O grotesco nas artes e seu contexto histórico
Pintura fauvista "A Siesta", de Paul Gauguin. |
Da mesma forma, a feiura, a violência, o sexo e o profano não são elementos arbitrários das obras de arte. Talvez um dos exemplos mais conhecidos, Guernica, de Picasso, mostra corpos agonizantes como forma de expôr o sofrimento trazido pela guerra. No Brasil, Portinari pintava seres esqueléticos, sombrios e com aspectos monstruosos como denúncia das péssimas condições de vida dos retirantes.

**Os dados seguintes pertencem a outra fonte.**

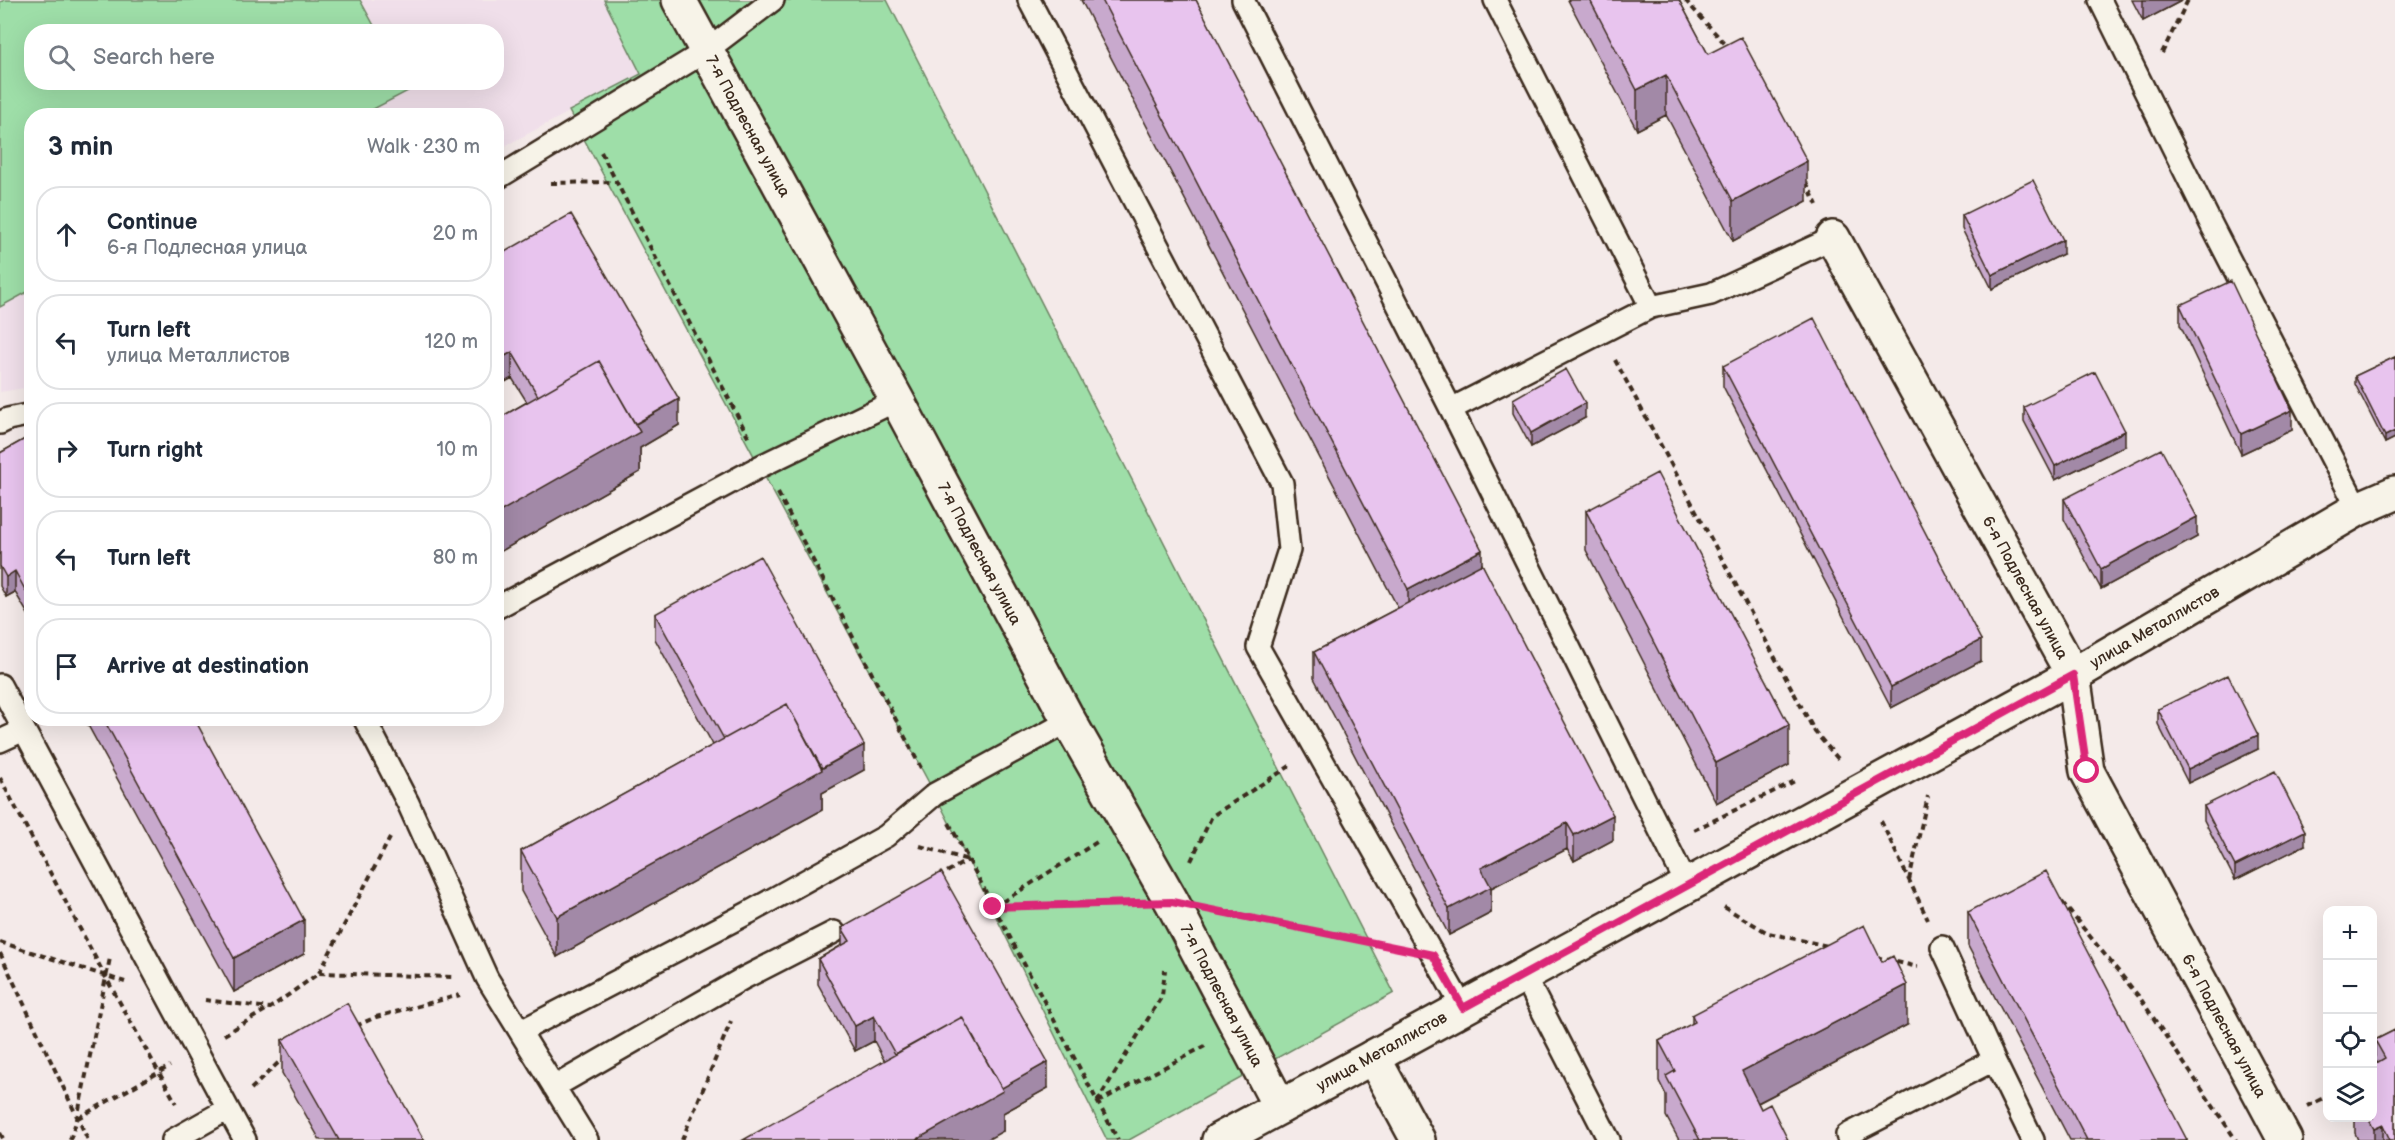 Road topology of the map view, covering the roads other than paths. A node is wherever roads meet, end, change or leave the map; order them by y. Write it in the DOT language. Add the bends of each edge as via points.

"Assassinato de Ohagi por Saisaburou" (1867) |
A obra de Takato Yamamoto
Página de "Yami no Hou e" ("Em Direção à Escuridão"). |
Em um primeiro olhar, o que nos chama atenção é o caráter grotesco dos desenhos. Esqueletos, corpos deformados em decomposição, seres monstruosos, sangue, ferimentos… A violência tem sua marca em corpos despidos. Mas, ao contrário da maior parte dos artistas guro, Yamamoto tem uma abordagem bem mais “leve”. Isso porque não vemos ações violentas, mas sim imagens que ou antecipam ou são consequências da violência. Você não vê monstros enfiando a língua nos olhos de garotas, como típico da obra de Suehiro Maruo. Isso é interessante, pois tira a ênfase do ato de violência em si e coloca nos participantes.
Cenários abstratos criam ambientação onírica. |
Agora olhemos para os personagens que participam das imagens. O que chama a atenção em primeiro lugar neles são seus misteriosos olhares. É difícil definir o que eles sentem. Na situação em que eles estão, seria natural acreditar que estivessem horrorizados, assustados, sentindo dor ou chorando. Mas não há nada. Eles têm uma expressão vazia. Porém, por trás dessa apatia, há uma melancolia profunda, um sentimento misto de tristeza e resignação. Como se eles compreendessem bem a situação horrenda em que estão, mas não conseguissem ter forças para lutar. Ou então, eles já se acostumaram a passar por isso. Já se familiarizaram com seus monstros e aceitaram seus pesadelos.
Os personagens possuem sempre um olhar misterioso e melancólico. |
Dessa forma, acredito que, em suas ilustrações, Takato Yamamoto tenta expressar infernos mentais de maneira literal. Traumas, fobias, problemas psicológicos, angústias: tudo ganha formas grotescas e torturam o corpo de suas vítimas. Mas nada é retratado de maneira explícita. Não costuma haver indicativos do que tudo ali de fato representa. O significado de suas obras, assim, depende muito da interpretação pessoal e da conexão feita com a obra.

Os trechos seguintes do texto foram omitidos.